My Night At Maud's I have tried to watch a couple of times but keep getting distracted. Maybe it's because I cannot interest a single person in seeing it with me, and I am too shallow to get through all the talkiness while watching it on the sofa? I think I need to be forced to see it on the big screen so my "buy in" is strong enough to keep me there.

April 11, 2020 | Unregistered CommenterDave in Hollywood

I finished the Six Moral Tales last year finally as it is an incredible series as I'm in awe of the works of Eric Rohmer though I think My Night at Maud's is the best of the bunch and my favorite film of his that I've seen so far.

April 11, 2020 | Unregistered Commenterthevoid99

Rohmer is such a brilliant director and his Six Moral Tales are wonderful.
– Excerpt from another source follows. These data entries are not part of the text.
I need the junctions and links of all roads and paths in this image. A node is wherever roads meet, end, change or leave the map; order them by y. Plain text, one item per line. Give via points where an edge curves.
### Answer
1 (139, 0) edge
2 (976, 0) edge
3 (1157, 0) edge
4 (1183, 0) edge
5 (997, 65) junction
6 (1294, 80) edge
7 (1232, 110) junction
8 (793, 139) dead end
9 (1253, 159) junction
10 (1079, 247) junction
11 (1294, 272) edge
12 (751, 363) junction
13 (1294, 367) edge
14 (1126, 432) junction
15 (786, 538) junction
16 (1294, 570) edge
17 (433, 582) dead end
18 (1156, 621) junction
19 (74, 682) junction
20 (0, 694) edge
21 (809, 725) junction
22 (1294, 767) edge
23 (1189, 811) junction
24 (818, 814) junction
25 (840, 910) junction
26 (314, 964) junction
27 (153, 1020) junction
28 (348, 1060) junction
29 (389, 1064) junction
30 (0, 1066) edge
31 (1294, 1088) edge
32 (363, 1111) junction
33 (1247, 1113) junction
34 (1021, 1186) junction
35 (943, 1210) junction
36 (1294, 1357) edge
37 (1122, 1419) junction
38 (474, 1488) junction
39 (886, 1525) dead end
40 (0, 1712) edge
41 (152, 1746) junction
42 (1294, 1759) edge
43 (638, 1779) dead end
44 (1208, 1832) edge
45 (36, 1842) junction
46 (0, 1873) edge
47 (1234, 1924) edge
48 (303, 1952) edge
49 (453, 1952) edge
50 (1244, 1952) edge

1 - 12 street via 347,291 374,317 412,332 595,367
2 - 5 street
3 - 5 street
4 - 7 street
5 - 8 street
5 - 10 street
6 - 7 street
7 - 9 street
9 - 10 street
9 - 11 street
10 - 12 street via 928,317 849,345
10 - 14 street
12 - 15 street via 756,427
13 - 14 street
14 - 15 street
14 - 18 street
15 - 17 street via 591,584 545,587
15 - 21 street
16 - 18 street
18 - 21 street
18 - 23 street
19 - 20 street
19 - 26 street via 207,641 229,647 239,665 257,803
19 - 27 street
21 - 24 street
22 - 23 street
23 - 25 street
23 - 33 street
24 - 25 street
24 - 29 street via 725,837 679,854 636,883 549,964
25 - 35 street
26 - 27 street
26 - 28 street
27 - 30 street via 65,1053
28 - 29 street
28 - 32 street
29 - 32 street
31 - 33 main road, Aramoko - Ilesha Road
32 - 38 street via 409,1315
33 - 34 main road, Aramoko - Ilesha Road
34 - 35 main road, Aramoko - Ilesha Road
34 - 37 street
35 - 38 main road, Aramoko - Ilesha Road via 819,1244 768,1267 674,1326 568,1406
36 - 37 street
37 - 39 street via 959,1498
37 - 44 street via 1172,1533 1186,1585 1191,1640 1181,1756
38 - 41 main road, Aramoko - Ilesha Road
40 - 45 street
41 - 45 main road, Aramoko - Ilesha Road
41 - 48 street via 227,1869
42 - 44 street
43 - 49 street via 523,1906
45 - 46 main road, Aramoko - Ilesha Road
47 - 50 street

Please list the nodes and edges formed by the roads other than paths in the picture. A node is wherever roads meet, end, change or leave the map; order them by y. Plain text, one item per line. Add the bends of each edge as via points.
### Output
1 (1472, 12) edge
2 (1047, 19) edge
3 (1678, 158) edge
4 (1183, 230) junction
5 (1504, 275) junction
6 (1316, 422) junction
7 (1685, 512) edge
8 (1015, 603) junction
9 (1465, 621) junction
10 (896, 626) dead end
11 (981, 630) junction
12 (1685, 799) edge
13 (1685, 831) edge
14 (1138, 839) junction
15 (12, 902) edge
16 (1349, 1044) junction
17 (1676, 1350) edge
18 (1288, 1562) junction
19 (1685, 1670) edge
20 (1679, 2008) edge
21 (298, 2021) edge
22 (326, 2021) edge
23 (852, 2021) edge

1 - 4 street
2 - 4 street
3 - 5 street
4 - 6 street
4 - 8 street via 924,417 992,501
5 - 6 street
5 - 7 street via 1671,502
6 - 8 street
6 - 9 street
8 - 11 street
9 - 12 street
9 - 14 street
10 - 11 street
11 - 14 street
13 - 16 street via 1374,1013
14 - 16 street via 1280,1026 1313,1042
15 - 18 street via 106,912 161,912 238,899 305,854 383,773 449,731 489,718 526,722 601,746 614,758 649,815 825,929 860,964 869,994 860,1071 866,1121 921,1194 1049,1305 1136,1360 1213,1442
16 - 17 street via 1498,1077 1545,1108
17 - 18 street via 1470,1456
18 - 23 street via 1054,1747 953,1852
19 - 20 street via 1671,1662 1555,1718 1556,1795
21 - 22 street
He was the master of having a benign surface overturned by minute conversations, gestures and actions. He sees his characters through a microscope and it's thrilling for us, spectators, to watch them unravel their inner turmoil while also trying to keep a calm facade.

April 12, 2020 | Unregistered CommenterDl

What a coincidence. i just watched these last month when my LA vacation was cancelled due to the shelter in place. The 6 had been on my to do list for a while as I have enjoyed a lot of Rohmer in the past (Full Moon in Paris, Pauline at the Beach, Autumn Tale in particular). i enjoyed the 6 .. though maybe found the second one a bit thin and tedious for the reasons outlined in this piece. I enjoyed most Claire's Knee and Love in the Afternoon. My Night at Maud's was fine, but maybe my expectations were too high. The Catholicism and Pascal talk got a bit much after a while. But at least there was a lady pediatrician!! And the ending was very good. In fact, most of these endings were good in this series.. even the tedious Collectioneuse. Regarding Claire's Knee: man, despite the set up, i really wasn't prepared for how intimate (and violating) that simple knee caress would be. Just a fantastic set up and sequence all around. Bravo.

April 12, 2020 | Unregistered CommenterSFOTroy

The young Jean-Louis Trintignant is so gorgeous that it just warms my heart that he is also a fantastic actor.

And it was fun to see his ‘My Night at Maud’s” co-star, Francoise Fabian in the French tv series “Call My Agent” (available on Netflix and perfect for current viewing).

April 13, 2020 | Unregistered Commenteradri

Rohmer is a filmmaker I really love, and I founded a bit odd that there were not a special mention in this site some weeks ago for his 100th anniversary, so many thanks Eric for your text, I really liked it! I only have seen two of his Six Moral Tales, "My Night at Maud's" and "Claire's Knee", I liked both of them very much, even if I prefer even more some of the other Rohmer later films, like "The Green Ray", "Pauline at the Beach" and specially "A Summer's Tale" and "Autumn Tale". I can understand that his cinema was not everyone's cup of tea, but deffinitely I love his movies, and his influence is very easy to find in directors as Woody Allen, Richard Linklater, Noah Baumbach, Hong Sang-soo or more recently Ira Sachs in "Frankie".